Are Divorce Legal Fees Tax Deductible, asbestosdefinition.com | Are divorce legal fees tax deductible? That’s a question many people ask when faced with the prospect of incurring extensive legal expenses in trying to complete a divorce. Unfortunately, not all divorces are held to the same legal standards as other divorces, and the fact that both spouses have been legally separated for some time can make it even more difficult to determine the extent of the costs involved.
The cost breakdown may be less simple than it seems at first glance. If a spouse is entitled to file a prenuptial agreement or postnuptial agreement, the amount of income and assets, including real estate, cars, and retirement accounts, that must be presented for review may be less than if one spouse was not. If one spouse has a substantial amount of assets from years of previous earnings, those assets may be deducted without meeting the standard “bargaining skills” test or any other requirements laid out by the court.
Divorce Legal Fees – Are Divorce Legal Fees Tax Deductible?
The truth is that when faced with a complicated divorce case, the best way to determine if your divorce legal fees are being charged for in a manner that is in compliance with state law is to consult with an attorney who specializes in divorce. Even if your case is free of issues of property division, division of assets, child custody, or spousal support, the cost of hiring an attorney may still be factored into the total cost of the divorce. It is also important to keep in mind that the law may also allow for some deductions for the costs of mediation fees, unless these expenses are charged against the expenses of the other spouse.
If a partner has access to marital assets, that spouse may be able to keep some of the money without paying taxes on it.

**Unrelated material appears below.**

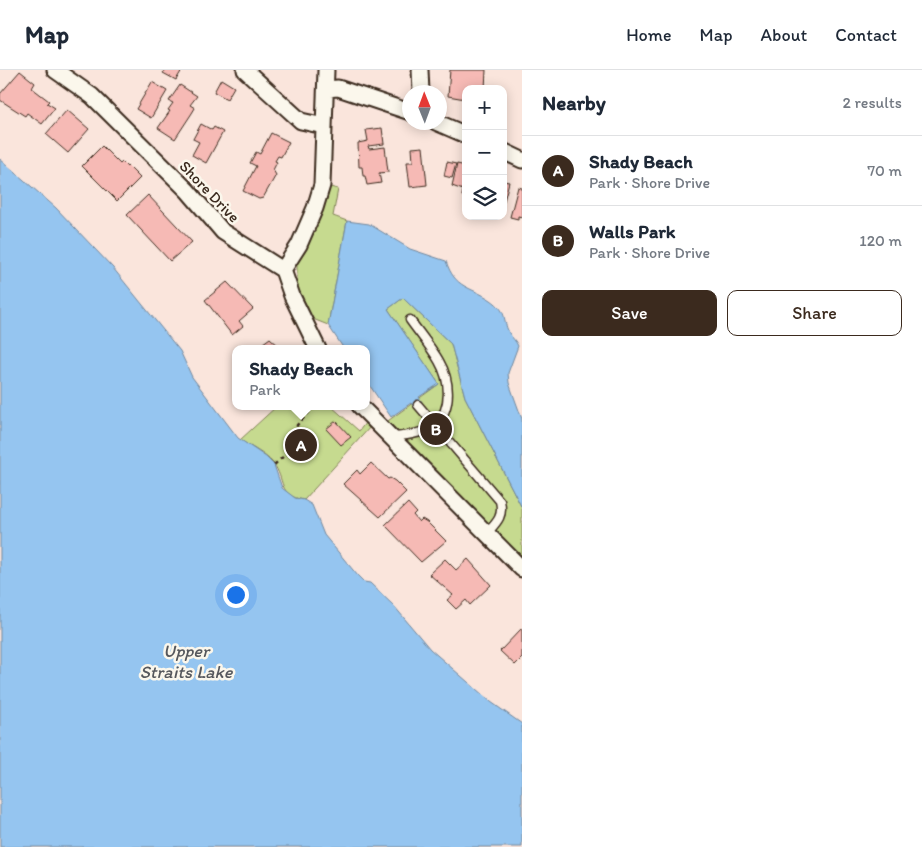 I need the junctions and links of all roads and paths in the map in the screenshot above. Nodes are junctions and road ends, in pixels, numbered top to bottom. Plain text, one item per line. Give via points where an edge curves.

However, tax breaks on marital income can be extremely limited.
If the spouses come to an agreement on the division of marital assets and income, the time spent negotiating the terms may actually result in a greater amount of money being distributed to each spouse than would have been agreed upon by the parties’ attorneys. In such cases, if either spouse is able to file a prenuptial agreement to obtain full tax deductions on any property owned by the other spouse prior to the marriage, that may be a good reason to do so.
Once again, the law may not allow for the deduction of any marital assets that were created during the marriage, no matter how large or how small. The only exception to this rule might be for a home that the wife’s parents had used as her primary residence prior to the marriage. As long as the home was shared with the husband, there is little or no taxable value.
If a court order can be produced during the course of the divorce proceeding, the exemption laws may allow for more tax benefits. This is usually the case if the judge finds that the non-custodial spouse was the main source of the filing party’s income and assets. Such an order, along with the income and assets of the husband, would likely be sufficient to meet the standard requirements for tax-free assets for each spouse.
When couples decide to use tax shelter benefits in order to protect assets after their divorce, many people find themselves in a difficult situation as to whether or not to pay taxes on the gains. If one spouse is able to claim that a given asset, such as stock or real estate, was inherited, and one spouse is able to document that inheritance, the value of the asset and its value during the marriage will be tax exempt during the marriage.
These are often called “deemed dividends,” and they provide each spouse with tax exemption status. It is important to note that one spouse must have owned the asset prior to the marriage to qualify for the deeded status, and it is not a full tax exemption unless and until one spouse decides to use the deeded status.
Before a spouse can use tax shelter benefits in a dissolution, it is crucial to determine if the spouse whose taxes are being paid can claim the deeded status. If this is the case, the total amount of property and income that can be claimed for tax purposes during the marriage, after all of the assets have been taken into account, will determine if the divorce is deemed to be a “minor” divorce or a “major” divorce.